Further than that he could not understand her. The suddenness and cruelty of the blow had brutalised his imagination.
He got up and stretched himself, to shake off the oppression that weighed on him like an unwholesome sleep. As he rose he felt a queer feeling in his head, a giddiness, a sense of obstruction in his brain. He went into the dining-room, and poured himself out a small quantity of whiskey, measuring it with the accuracy of abstemious habit. The dose had become necessary since his nerves had been unhinged by worry and the shock of Peggy’s death. This time he drank it almost undiluted.
He felt better. The stimulant had jogged something in his brain and cleared it.
He went back into the study and began to think. He remained thinking for some time, consecutively, and with great lucidity. He asked himself what he was to do now, and he saw clearly that he could do nothing. If Anne had been a passionate woman, hurling her words in a fury of fierce grief, he would have thought no more of it. If she had been the tender, tearful sort, dropping words in a weak, helpless misery, he would have thought no more of it. He could imagine poor little Maggie saying a thing like that, not knowing what she said. If it had been poor little Maggie he could have drawn her to him and comforted her, and reasoned with her till he had made her see the senselessness of her idea. Maggie would have listened to reason—his reason. Anne never would.
She had been cold and slow, and implacably deliberate. It was not blind instinct, but illuminated reason that had told her what to say and when to say it. Nothing he could ever do or say would make her take back her words. And if she took back her words, her thought would remain indestructible. She would never give it up; she would never approach him without it; she would never forget that it was there. It would always rise up between them, unburied, unappeased.

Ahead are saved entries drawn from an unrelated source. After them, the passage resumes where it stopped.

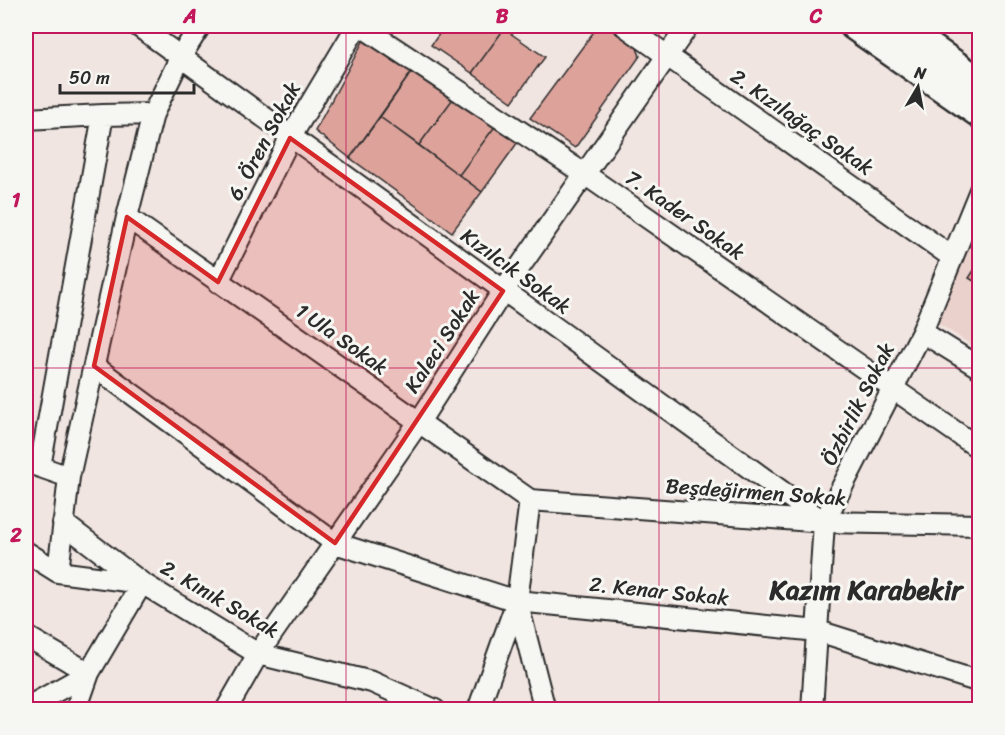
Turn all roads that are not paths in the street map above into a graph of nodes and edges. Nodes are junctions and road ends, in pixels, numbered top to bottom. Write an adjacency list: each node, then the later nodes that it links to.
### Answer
1 (138, 26): 8 (street, Kızılcık Sokak)
2 (201, 26): 8 (street)
3 (359, 26): 15 (street, 6. Ören Sokak); 16 (street, 7. Kader Sokak)
4 (625, 26): 9 (street, 2. Kızılağaç Sokak)
5 (688, 26): 9 (street, Kaleci Sokak)
6 (854, 26): 12 (main road)
7 (900, 26): 10 (main road)
8 (181, 56): 11 (street); 15 (street, Kızılcık Sokak)
9 (669, 56): 16 (street, Kaleci Sokak); 19 (street, 2. Kızılağaç Sokak)
10 (980, 82)
11 (153, 114): 13 (street); 18 (street)
12 (980, 114)
13 (103, 116): 14 (street); 28 (street)
14 (26, 119)
15 (290, 138): 20 (street, 6. Ören Sokak); 21 (street, Kızılcık Sokak)
16 (586, 175): 21 (street, Kaleci Sokak); 25 (street, 7. Kader Sokak)
17 (980, 190): 19 (street, Özbirlik Sokak)
18 (127, 217): 20 (street, 1 Ula Sokak); 23 (street)
19 (952, 257): 22 (street, Özbirlik Sokak)
20 (218, 282): 26 (street, 1 Ula Sokak)
21 (503, 291): 26 (street, Kaleci Sokak); 31 (street, Kızılcık Sokak)
22 (922, 332): 24 (street, Özbirlik Sokak); 25 (street, Özbirlik Sokak)
23 (94, 366): 29 (street); 34 (street, 2. Kenar Sokak)
24 (980, 368)
25 (894, 390): 27 (street, 7. Kader Sokak); 31 (street, Özbirlik Sokak)
26 (419, 422): 30 (street, 1 Ula Sokak); 34 (street, Kaleci Sokak)
27 (980, 448)
28 (33, 465): 29 (street)
29 (69, 477): 32 (street)
30 (530, 500): 31 (street, Beşdeğirmen Sokak); 38 (street)
31 (824, 522): 33 (street, Beşdeğirmen Sokak); 39 (street, Özbirlik Sokak)
32 (63, 523): 36 (street); 37 (street, 2. Kınık Sokak)
33 (980, 525)
34 (335, 543): 38 (street, 2. Kenar Sokak); 41 (street, Kaleci Sokak)
35 (26, 552): 36 (street)
36 (58, 572): 37 (street)
37 (142, 583): 41 (street, 2. Kınık Sokak); 42 (street)
38 (517, 601): 39 (street, 2. Kenar Sokak); 48 (street); 49 (street)
39 (818, 631): 43 (street, 2. Kenar Sokak); 50 (street, Özbirlik Sokak)
40 (26, 636): 42 (street)
41 (258, 654): 46 (street, Kaleci Sokak); 47 (street, 2. Kınık Sokak)
42 (89, 673): 44 (street); 45 (street)
43 (980, 682)
44 (26, 708)
45 (76, 710)
46 (226, 710)
47 (435, 710)
48 (478, 710)
49 (545, 710)
50 (812, 710)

His brain swam and clouded again. He went again to the dining-room and drank more whiskey. Kate was in the dining-room and she saw him drinking. He saw Kate looking at him; but he didn’t care. He was past caring for what anybody might think of him.
His brain was clearer than ever now. He realised Anne’s omnipotence to harm him. He saw the hard, imperishable divinity in her. His wife was a spiritual woman. He had not always known what that meant. But he knew now; and now for the first time in his life he judged her. For the first time in his life his heart rose in a savage revolt against her power.
His head grew hot. The air of the study was stifling. He opened the window and went out into the cool, dark garden. He paced up and down, heedless of where he trod, trampling the flowerless plants down into their black beds. At the end of the path a little circle of white stones glimmered in the dark. That was Peggy’s garden.
An agony of love and grief shook him as he thought of the dead child.